▶ _The data_
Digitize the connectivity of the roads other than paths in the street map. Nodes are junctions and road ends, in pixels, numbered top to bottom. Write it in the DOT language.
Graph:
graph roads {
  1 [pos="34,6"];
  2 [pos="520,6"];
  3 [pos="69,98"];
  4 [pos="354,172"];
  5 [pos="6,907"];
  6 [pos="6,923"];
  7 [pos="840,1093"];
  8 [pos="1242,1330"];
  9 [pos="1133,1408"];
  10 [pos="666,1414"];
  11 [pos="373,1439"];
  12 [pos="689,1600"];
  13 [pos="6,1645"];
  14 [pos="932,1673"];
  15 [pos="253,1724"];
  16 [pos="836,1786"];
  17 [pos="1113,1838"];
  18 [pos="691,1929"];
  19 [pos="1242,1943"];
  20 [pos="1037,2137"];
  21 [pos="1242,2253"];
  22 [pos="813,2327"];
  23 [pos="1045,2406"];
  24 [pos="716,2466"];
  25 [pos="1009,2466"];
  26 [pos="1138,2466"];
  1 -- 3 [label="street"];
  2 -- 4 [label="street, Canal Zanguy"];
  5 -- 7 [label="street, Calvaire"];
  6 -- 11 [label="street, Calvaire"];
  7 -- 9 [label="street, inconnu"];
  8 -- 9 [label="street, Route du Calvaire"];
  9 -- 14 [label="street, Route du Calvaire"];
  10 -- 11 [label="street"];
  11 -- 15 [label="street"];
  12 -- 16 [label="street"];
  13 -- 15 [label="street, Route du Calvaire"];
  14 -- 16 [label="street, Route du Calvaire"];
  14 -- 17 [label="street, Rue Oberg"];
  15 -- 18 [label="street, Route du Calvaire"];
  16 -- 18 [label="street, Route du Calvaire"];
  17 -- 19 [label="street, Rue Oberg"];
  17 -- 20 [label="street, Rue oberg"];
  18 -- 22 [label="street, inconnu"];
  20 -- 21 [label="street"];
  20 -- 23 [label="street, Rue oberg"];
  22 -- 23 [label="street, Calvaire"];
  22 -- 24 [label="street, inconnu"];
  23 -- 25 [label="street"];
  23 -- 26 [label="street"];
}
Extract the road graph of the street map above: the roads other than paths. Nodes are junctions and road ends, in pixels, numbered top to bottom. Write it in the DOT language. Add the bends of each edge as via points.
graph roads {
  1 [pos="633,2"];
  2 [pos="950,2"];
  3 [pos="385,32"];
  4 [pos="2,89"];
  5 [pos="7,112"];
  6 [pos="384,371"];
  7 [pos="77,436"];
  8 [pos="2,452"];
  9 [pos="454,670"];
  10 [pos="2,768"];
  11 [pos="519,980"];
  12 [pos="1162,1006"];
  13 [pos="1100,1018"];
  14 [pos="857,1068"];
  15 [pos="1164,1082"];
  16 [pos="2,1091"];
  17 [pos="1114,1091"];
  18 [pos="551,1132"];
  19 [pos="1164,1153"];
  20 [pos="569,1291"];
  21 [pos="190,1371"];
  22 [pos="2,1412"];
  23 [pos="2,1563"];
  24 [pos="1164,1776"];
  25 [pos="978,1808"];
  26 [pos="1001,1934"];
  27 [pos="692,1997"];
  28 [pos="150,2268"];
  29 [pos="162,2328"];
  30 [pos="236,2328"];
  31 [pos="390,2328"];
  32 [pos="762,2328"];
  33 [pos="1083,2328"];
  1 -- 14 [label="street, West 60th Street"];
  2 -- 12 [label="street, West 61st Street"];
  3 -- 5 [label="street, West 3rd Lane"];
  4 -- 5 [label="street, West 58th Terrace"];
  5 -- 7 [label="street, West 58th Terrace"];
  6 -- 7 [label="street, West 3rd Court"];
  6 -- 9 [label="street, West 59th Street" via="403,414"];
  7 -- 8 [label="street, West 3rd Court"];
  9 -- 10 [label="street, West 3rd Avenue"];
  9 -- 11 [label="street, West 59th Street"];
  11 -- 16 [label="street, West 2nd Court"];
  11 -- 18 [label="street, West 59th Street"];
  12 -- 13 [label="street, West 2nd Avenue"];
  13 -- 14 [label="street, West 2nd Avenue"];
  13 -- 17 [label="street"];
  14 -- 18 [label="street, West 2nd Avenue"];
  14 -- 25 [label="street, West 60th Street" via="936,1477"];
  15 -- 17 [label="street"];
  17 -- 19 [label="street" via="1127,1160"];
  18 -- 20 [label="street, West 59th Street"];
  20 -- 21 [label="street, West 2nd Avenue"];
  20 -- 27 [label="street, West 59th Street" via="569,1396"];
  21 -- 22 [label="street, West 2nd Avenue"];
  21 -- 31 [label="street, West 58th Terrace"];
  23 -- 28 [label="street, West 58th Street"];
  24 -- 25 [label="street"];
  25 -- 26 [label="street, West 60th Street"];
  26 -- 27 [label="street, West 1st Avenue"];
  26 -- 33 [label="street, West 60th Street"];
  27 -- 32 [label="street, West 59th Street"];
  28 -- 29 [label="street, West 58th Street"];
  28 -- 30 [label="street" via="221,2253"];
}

▶ _Exercise prompt_
The answer is each line from the entries above in which the word "Route" occurs.

▶ _Exercise answer_
  8 -- 9 [label="street, Route du Calvaire"];
  9 -- 14 [label="street, Route du Calvaire"];
  13 -- 15 [label="street, Route du Calvaire"];
  14 -- 16 [label="street, Route du Calvaire"];
  15 -- 18 [label="street, Route du Calvaire"];
  16 -- 18 [label="street, Route du Calvaire"];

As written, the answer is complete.